Saved data entries »
****************

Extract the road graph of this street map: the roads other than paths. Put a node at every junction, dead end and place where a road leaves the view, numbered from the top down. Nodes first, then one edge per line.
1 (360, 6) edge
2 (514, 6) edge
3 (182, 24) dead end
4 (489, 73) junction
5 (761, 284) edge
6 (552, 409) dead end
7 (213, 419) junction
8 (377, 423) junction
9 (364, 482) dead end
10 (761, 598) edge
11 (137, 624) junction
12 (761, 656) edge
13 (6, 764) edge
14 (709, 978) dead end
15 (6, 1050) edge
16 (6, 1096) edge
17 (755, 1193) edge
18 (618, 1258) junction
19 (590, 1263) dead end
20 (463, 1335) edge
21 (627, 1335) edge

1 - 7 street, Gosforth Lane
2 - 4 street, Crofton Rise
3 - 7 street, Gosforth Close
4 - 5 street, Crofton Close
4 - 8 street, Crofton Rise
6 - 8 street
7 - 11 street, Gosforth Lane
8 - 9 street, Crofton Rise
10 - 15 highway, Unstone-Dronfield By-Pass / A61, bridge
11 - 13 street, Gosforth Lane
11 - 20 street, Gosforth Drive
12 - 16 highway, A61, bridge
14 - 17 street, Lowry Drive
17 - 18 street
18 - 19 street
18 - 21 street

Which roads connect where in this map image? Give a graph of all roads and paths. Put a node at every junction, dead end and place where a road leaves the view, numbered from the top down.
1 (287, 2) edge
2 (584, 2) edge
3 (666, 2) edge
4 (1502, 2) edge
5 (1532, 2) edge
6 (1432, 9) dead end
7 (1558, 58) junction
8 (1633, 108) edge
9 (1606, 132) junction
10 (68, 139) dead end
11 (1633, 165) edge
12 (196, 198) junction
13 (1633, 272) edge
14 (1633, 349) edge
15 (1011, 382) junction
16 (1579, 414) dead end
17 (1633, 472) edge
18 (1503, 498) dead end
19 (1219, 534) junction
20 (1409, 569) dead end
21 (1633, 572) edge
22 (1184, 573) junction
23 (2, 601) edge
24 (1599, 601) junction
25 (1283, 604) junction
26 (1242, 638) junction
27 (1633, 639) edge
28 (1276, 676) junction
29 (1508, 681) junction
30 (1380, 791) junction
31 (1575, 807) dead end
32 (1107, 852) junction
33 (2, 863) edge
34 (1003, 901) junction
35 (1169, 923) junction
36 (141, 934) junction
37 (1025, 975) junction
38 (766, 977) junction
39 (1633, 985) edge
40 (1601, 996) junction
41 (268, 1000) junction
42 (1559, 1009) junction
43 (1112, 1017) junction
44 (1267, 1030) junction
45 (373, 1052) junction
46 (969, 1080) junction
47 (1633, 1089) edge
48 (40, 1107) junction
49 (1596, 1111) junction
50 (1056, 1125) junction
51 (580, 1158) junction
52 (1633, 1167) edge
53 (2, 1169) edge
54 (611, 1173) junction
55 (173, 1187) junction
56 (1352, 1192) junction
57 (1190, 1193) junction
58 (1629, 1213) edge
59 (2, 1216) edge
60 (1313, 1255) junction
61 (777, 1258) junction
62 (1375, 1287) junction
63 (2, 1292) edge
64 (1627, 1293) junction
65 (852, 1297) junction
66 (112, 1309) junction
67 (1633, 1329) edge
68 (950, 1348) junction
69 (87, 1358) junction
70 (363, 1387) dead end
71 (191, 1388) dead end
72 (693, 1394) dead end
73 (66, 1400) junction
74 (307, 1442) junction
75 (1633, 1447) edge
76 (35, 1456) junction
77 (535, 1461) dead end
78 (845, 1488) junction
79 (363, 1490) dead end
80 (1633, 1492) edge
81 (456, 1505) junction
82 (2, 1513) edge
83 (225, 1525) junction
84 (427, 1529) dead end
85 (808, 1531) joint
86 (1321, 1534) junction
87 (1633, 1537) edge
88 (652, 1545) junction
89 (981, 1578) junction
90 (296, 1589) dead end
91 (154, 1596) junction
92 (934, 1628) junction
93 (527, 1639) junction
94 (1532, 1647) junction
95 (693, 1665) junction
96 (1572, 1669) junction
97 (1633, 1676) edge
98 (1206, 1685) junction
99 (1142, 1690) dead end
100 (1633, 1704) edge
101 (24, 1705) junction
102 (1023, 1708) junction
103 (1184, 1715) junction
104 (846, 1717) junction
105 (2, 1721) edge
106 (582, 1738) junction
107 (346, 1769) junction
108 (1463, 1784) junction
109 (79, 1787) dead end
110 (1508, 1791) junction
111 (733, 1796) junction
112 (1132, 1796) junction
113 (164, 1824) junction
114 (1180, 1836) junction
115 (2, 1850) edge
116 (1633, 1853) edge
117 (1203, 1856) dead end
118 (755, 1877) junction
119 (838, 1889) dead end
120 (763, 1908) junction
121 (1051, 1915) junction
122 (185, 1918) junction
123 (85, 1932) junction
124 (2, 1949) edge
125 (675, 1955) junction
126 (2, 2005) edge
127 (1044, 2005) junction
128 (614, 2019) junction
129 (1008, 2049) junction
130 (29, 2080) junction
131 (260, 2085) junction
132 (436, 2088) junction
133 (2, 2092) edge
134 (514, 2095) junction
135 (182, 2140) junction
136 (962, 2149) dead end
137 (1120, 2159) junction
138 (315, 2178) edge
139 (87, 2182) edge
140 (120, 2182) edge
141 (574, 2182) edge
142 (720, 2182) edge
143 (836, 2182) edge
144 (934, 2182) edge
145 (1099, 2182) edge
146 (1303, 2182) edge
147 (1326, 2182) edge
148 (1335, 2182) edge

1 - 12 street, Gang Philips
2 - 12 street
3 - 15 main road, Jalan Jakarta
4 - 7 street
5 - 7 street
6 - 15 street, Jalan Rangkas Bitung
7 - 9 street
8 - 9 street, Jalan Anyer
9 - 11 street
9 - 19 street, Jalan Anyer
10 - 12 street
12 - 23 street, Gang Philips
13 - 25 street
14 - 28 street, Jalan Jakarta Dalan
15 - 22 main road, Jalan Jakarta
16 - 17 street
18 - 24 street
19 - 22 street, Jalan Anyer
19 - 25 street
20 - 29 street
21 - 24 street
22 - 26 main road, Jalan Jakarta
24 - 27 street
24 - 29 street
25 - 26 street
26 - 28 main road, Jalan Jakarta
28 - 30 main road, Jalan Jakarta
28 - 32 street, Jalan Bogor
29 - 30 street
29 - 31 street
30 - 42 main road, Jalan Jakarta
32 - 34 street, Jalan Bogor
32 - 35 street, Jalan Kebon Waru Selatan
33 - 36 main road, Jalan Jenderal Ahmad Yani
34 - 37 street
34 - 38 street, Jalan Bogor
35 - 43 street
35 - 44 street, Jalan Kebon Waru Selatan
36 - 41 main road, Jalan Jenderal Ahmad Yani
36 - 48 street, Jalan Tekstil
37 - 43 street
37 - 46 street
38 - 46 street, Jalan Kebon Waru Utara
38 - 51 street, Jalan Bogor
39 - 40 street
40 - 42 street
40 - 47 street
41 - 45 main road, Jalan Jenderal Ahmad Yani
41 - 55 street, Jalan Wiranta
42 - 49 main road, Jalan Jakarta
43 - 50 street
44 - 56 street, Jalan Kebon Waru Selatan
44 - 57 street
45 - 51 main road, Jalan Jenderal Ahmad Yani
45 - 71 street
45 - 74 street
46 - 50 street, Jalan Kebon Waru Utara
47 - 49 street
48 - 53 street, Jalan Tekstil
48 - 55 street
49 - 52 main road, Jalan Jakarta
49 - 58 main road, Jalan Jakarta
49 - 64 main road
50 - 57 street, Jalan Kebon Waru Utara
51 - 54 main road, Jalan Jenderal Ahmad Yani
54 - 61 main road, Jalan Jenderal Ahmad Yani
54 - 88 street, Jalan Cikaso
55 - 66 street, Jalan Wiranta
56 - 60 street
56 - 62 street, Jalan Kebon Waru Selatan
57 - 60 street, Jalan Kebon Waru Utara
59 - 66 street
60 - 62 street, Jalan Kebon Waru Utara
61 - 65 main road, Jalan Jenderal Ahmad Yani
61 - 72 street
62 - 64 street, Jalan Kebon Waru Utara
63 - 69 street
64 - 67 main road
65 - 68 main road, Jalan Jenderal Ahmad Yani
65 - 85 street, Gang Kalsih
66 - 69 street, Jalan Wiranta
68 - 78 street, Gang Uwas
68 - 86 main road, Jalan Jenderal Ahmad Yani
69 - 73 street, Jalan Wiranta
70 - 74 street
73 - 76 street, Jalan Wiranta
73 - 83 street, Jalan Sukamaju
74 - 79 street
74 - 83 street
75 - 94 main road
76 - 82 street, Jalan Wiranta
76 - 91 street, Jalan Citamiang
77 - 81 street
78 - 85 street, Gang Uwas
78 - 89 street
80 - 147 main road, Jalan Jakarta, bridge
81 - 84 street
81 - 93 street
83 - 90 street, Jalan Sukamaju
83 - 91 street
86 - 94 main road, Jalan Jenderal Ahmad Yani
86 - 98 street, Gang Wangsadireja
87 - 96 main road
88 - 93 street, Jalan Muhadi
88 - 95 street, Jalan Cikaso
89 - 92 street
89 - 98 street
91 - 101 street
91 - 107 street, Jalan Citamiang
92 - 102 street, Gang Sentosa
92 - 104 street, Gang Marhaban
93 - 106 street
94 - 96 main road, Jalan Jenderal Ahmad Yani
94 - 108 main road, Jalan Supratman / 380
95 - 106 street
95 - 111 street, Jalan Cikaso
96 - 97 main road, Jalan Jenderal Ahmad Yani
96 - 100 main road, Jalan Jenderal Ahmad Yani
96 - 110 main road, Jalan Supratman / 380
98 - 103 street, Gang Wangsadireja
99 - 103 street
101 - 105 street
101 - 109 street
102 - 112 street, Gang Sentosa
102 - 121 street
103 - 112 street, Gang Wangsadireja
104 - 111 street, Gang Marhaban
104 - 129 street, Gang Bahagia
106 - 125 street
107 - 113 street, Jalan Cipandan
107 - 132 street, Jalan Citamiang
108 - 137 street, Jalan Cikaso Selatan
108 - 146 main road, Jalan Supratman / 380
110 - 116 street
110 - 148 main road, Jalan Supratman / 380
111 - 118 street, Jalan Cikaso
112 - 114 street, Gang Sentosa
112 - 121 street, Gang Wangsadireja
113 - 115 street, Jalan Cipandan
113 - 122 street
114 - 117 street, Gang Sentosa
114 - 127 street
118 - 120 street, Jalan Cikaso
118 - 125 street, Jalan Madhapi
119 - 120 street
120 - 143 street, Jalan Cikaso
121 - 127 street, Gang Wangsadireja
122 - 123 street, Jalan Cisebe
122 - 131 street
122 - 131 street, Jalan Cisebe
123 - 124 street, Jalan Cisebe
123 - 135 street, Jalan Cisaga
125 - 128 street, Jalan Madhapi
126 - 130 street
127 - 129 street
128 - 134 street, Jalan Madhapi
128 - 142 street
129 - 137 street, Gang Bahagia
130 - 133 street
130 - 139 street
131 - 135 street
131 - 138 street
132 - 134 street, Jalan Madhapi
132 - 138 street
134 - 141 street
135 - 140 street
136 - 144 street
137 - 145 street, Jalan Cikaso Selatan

****************

Examine the records and pull out every line where the string "Selatan" occurs.

Output for this task »
32 - 35 street, Jalan Kebon Waru Selatan
35 - 44 street, Jalan Kebon Waru Selatan
44 - 56 street, Jalan Kebon Waru Selatan
56 - 62 street, Jalan Kebon Waru Selatan
108 - 137 street, Jalan Cikaso Selatan
137 - 145 street, Jalan Cikaso Selatan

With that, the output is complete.